Data section:
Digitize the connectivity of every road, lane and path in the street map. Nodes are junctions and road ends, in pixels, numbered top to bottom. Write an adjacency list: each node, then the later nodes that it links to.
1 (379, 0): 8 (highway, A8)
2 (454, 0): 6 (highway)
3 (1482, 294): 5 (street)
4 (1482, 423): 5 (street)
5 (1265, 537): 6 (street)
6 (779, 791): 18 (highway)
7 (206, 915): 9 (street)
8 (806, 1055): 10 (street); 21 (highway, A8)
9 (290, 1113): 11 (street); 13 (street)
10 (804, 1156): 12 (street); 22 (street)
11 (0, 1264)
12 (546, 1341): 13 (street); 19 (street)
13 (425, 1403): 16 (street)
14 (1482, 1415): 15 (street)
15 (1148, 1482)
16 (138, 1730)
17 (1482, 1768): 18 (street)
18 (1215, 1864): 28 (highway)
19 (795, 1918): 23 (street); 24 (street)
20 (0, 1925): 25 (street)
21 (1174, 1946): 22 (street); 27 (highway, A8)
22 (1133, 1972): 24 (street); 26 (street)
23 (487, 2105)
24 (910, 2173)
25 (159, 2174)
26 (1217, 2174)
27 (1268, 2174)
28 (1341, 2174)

Exercise prompt: Reproduce all the records. Keep them exact, please.

Exercise solution:
Digitize the connectivity of every road, lane and path in the street map. Nodes are junctions and road ends, in pixels, numbered top to bottom. Write an adjacency list: each node, then the later nodes that it links to.
1 (379, 0): 8 (highway, A8)
2 (454, 0): 6 (highway)
3 (1482, 294): 5 (street)
4 (1482, 423): 5 (street)
5 (1265, 537): 6 (street)
6 (779, 791): 18 (highway)
7 (206, 915): 9 (street)
8 (806, 1055): 10 (street); 21 (highway, A8)
9 (290, 1113): 11 (street); 13 (street)
10 (804, 1156): 12 (street); 22 (street)
11 (0, 1264)
12 (546, 1341): 13 (street); 19 (street)
13 (425, 1403): 16 (street)
14 (1482, 1415): 15 (street)
15 (1148, 1482)
16 (138, 1730)
17 (1482, 1768): 18 (street)
18 (1215, 1864): 28 (highway)
19 (795, 1918): 23 (street); 24 (street)
20 (0, 1925): 25 (street)
21 (1174, 1946): 22 (street); 27 (highway, A8)
22 (1133, 1972): 24 (street); 26 (street)
23 (487, 2105)
24 (910, 2173)
25 (159, 2174)
26 (1217, 2174)
27 (1268, 2174)
28 (1341, 2174)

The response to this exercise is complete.